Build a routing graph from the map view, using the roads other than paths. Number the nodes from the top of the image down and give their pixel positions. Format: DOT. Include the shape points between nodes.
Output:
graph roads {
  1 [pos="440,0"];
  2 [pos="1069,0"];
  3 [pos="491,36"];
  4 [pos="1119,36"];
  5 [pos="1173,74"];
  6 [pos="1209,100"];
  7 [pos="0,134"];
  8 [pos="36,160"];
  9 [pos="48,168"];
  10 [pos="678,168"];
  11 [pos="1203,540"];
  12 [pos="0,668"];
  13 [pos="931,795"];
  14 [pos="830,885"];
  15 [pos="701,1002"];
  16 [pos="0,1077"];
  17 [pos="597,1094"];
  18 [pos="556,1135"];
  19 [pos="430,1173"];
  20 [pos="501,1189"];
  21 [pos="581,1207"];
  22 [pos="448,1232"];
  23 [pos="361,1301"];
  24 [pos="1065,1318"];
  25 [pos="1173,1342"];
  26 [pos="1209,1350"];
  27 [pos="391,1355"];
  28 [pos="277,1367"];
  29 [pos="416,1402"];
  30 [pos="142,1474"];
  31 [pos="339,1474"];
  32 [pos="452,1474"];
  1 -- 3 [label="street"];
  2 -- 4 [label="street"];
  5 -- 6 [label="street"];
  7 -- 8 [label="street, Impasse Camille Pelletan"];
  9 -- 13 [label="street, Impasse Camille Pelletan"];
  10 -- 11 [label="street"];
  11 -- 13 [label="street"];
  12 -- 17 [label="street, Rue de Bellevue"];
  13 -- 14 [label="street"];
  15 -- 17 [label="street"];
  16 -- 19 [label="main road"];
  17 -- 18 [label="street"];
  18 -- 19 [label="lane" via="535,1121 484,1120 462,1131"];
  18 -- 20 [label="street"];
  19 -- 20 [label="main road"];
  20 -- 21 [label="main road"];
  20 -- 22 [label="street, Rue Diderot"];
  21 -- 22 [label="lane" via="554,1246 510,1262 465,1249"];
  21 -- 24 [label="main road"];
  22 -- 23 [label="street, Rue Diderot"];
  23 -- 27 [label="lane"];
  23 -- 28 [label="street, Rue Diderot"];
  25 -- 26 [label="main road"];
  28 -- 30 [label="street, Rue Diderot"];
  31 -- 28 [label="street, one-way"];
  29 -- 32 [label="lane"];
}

▸ **What to work on**: Write out every entry again so that each line matches the original exactly.

▸ **Worked solution**:
Build a routing graph from the map view, using the roads other than paths. Number the nodes from the top of the image down and give their pixel positions. Format: DOT. Include the shape points between nodes.
Output:
graph roads {
  1 [pos="440,0"];
  2 [pos="1069,0"];
  3 [pos="491,36"];
  4 [pos="1119,36"];
  5 [pos="1173,74"];
  6 [pos="1209,100"];
  7 [pos="0,134"];
  8 [pos="36,160"];
  9 [pos="48,168"];
  10 [pos="678,168"];
  11 [pos="1203,540"];
  12 [pos="0,668"];
  13 [pos="931,795"];
  14 [pos="830,885"];
  15 [pos="701,1002"];
  16 [pos="0,1077"];
  17 [pos="597,1094"];
  18 [pos="556,1135"];
  19 [pos="430,1173"];
  20 [pos="501,1189"];
  21 [pos="581,1207"];
  22 [pos="448,1232"];
  23 [pos="361,1301"];
  24 [pos="1065,1318"];
  25 [pos="1173,1342"];
  26 [pos="1209,1350"];
  27 [pos="391,1355"];
  28 [pos="277,1367"];
  29 [pos="416,1402"];
  30 [pos="142,1474"];
  31 [pos="339,1474"];
  32 [pos="452,1474"];
  1 -- 3 [label="street"];
  2 -- 4 [label="street"];
  5 -- 6 [label="street"];
  7 -- 8 [label="street, Impasse Camille Pelletan"];
  9 -- 13 [label="street, Impasse Camille Pelletan"];
  10 -- 11 [label="street"];
  11 -- 13 [label="street"];
  12 -- 17 [label="street, Rue de Bellevue"];
  13 -- 14 [label="street"];
  15 -- 17 [label="street"];
  16 -- 19 [label="main road"];
  17 -- 18 [label="street"];
  18 -- 19 [label="lane" via="535,1121 484,1120 462,1131"];
  18 -- 20 [label="street"];
  19 -- 20 [label="main road"];
  20 -- 21 [label="main road"];
  20 -- 22 [label="street, Rue Diderot"];
  21 -- 22 [label="lane" via="554,1246 510,1262 465,1249"];
  21 -- 24 [label="main road"];
  22 -- 23 [label="street, Rue Diderot"];
  23 -- 27 [label="lane"];
  23 -- 28 [label="street, Rue Diderot"];
  25 -- 26 [label="main road"];
  28 -- 30 [label="street, Rue Diderot"];
  31 -- 28 [label="street, one-way"];
  29 -- 32 [label="lane"];
}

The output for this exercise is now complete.